***** EXERCISE MATERIAL
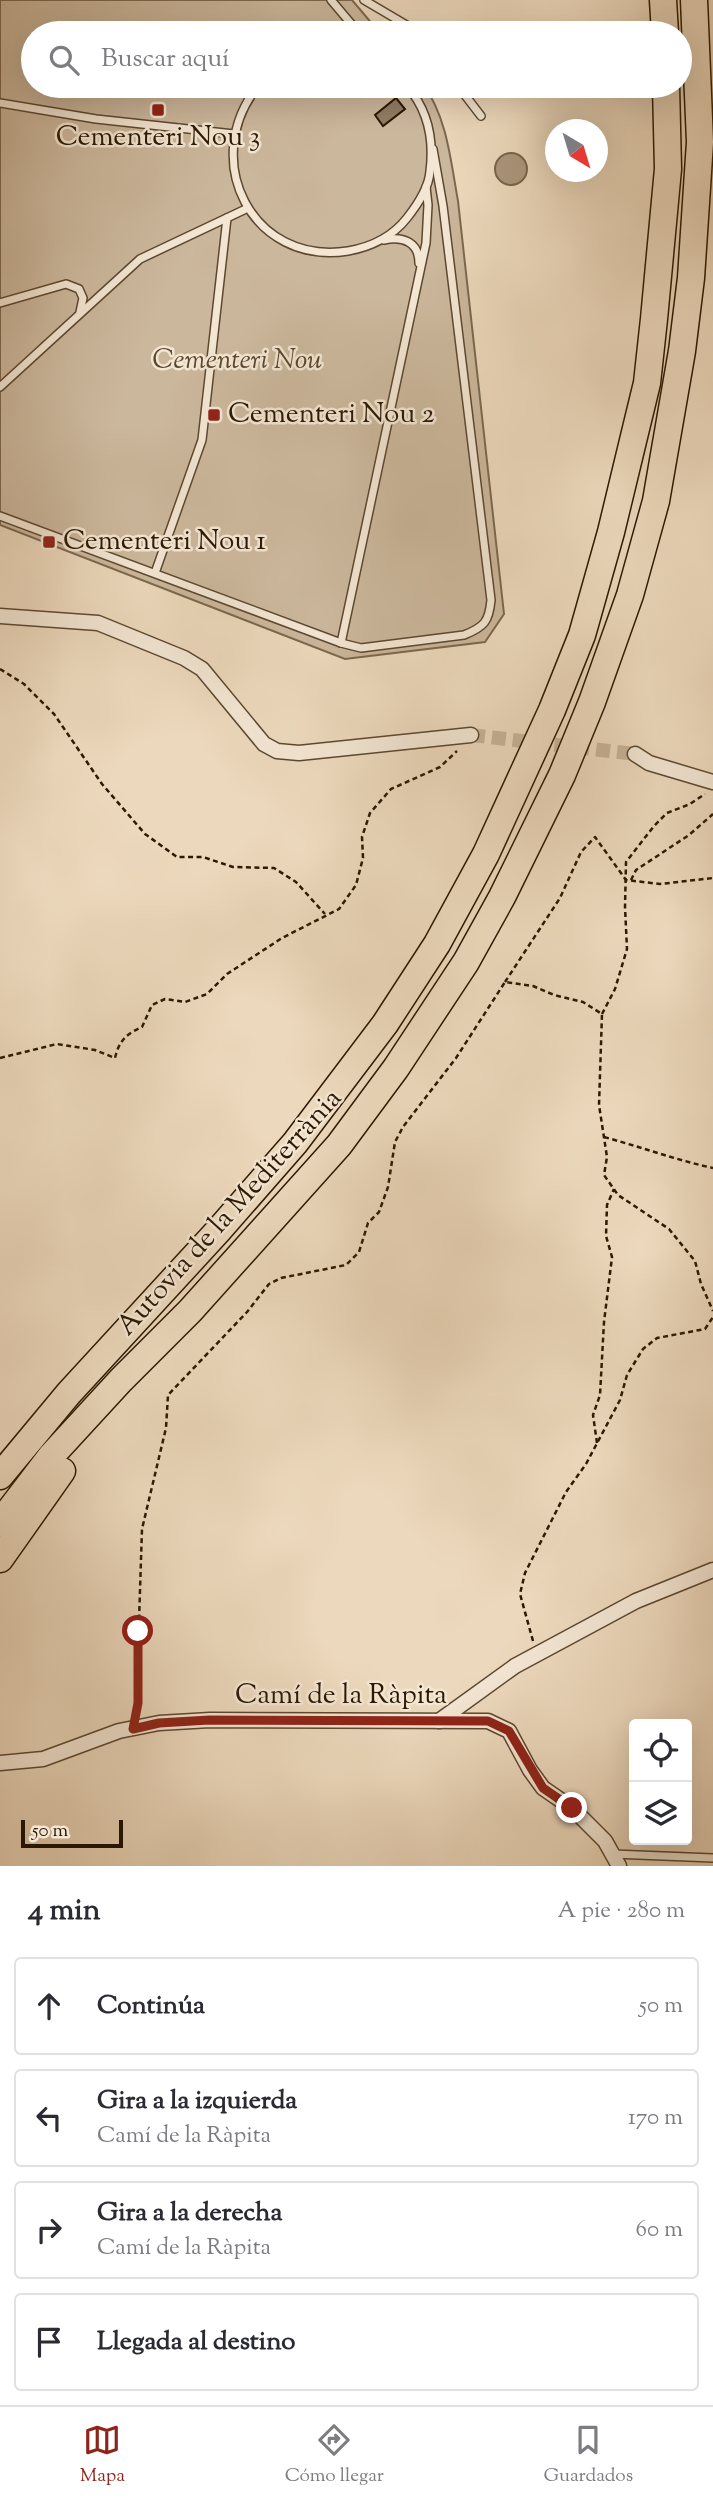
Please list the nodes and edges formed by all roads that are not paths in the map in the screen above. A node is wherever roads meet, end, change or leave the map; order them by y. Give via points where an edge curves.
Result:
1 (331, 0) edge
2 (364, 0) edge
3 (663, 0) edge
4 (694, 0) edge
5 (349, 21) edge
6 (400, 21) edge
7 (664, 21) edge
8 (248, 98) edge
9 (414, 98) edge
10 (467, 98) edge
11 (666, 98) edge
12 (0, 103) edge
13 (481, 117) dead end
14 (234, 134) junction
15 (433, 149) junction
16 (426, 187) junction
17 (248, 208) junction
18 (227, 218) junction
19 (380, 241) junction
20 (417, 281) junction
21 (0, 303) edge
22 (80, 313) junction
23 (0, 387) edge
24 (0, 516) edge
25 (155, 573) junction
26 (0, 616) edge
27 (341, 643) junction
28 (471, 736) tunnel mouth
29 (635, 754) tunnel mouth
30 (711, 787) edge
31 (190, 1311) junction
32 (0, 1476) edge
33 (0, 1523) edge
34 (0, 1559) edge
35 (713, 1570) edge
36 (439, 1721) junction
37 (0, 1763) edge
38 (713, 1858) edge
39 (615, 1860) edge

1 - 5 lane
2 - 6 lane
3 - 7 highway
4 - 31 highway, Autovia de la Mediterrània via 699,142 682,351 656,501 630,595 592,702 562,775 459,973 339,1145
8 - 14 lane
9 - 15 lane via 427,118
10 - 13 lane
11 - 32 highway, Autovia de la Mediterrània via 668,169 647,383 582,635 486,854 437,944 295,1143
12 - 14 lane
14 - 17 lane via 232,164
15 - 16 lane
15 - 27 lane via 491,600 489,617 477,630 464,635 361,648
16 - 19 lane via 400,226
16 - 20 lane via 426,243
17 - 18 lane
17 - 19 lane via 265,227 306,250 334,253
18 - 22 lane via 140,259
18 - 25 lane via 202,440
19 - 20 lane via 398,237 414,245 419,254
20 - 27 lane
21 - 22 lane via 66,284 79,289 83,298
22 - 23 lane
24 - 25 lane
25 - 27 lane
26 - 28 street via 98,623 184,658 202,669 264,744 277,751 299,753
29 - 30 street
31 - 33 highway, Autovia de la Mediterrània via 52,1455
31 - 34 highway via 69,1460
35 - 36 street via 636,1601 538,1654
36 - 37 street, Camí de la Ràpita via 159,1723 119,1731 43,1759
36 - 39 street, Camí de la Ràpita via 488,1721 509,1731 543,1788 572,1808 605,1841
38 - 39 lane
**********
PROBLEM: Please retype every entry above exactly, leaving out any picture.

THE COMPLETED TASK:
Please list the nodes and edges formed by all roads that are not paths in the map in the screen above. A node is wherever roads meet, end, change or leave the map; order them by y. Give via points where an edge curves.
Result:
1 (331, 0) edge
2 (364, 0) edge
3 (663, 0) edge
4 (694, 0) edge
5 (349, 21) edge
6 (400, 21) edge
7 (664, 21) edge
8 (248, 98) edge
9 (414, 98) edge
10 (467, 98) edge
11 (666, 98) edge
12 (0, 103) edge
13 (481, 117) dead end
14 (234, 134) junction
15 (433, 149) junction
16 (426, 187) junction
17 (248, 208) junction
18 (227, 218) junction
19 (380, 241) junction
20 (417, 281) junction
21 (0, 303) edge
22 (80, 313) junction
23 (0, 387) edge
24 (0, 516) edge
25 (155, 573) junction
26 (0, 616) edge
27 (341, 643) junction
28 (471, 736) tunnel mouth
29 (635, 754) tunnel mouth
30 (711, 787) edge
31 (190, 1311) junction
32 (0, 1476) edge
33 (0, 1523) edge
34 (0, 1559) edge
35 (713, 1570) edge
36 (439, 1721) junction
37 (0, 1763) edge
38 (713, 1858) edge
39 (615, 1860) edge

1 - 5 lane
2 - 6 lane
3 - 7 highway
4 - 31 highway, Autovia de la Mediterrània via 699,142 682,351 656,501 630,595 592,702 562,775 459,973 339,1145
8 - 14 lane
9 - 15 lane via 427,118
10 - 13 lane
11 - 32 highway, Autovia de la Mediterrània via 668,169 647,383 582,635 486,854 437,944 295,1143
12 - 14 lane
14 - 17 lane via 232,164
15 - 16 lane
15 - 27 lane via 491,600 489,617 477,630 464,635 361,648
16 - 19 lane via 400,226
16 - 20 lane via 426,243
17 - 18 lane
17 - 19 lane via 265,227 306,250 334,253
18 - 22 lane via 140,259
18 - 25 lane via 202,440
19 - 20 lane via 398,237 414,245 419,254
20 - 27 lane
21 - 22 lane via 66,284 79,289 83,298
22 - 23 lane
24 - 25 lane
25 - 27 lane
26 - 28 street via 98,623 184,658 202,669 264,744 277,751 299,753
29 - 30 street
31 - 33 highway, Autovia de la Mediterrània via 52,1455
31 - 34 highway via 69,1460
35 - 36 street via 636,1601 538,1654
36 - 37 street, Camí de la Ràpita via 159,1723 119,1731 43,1759
36 - 39 street, Camí de la Ràpita via 488,1721 509,1731 543,1788 572,1808 605,1841
38 - 39 lane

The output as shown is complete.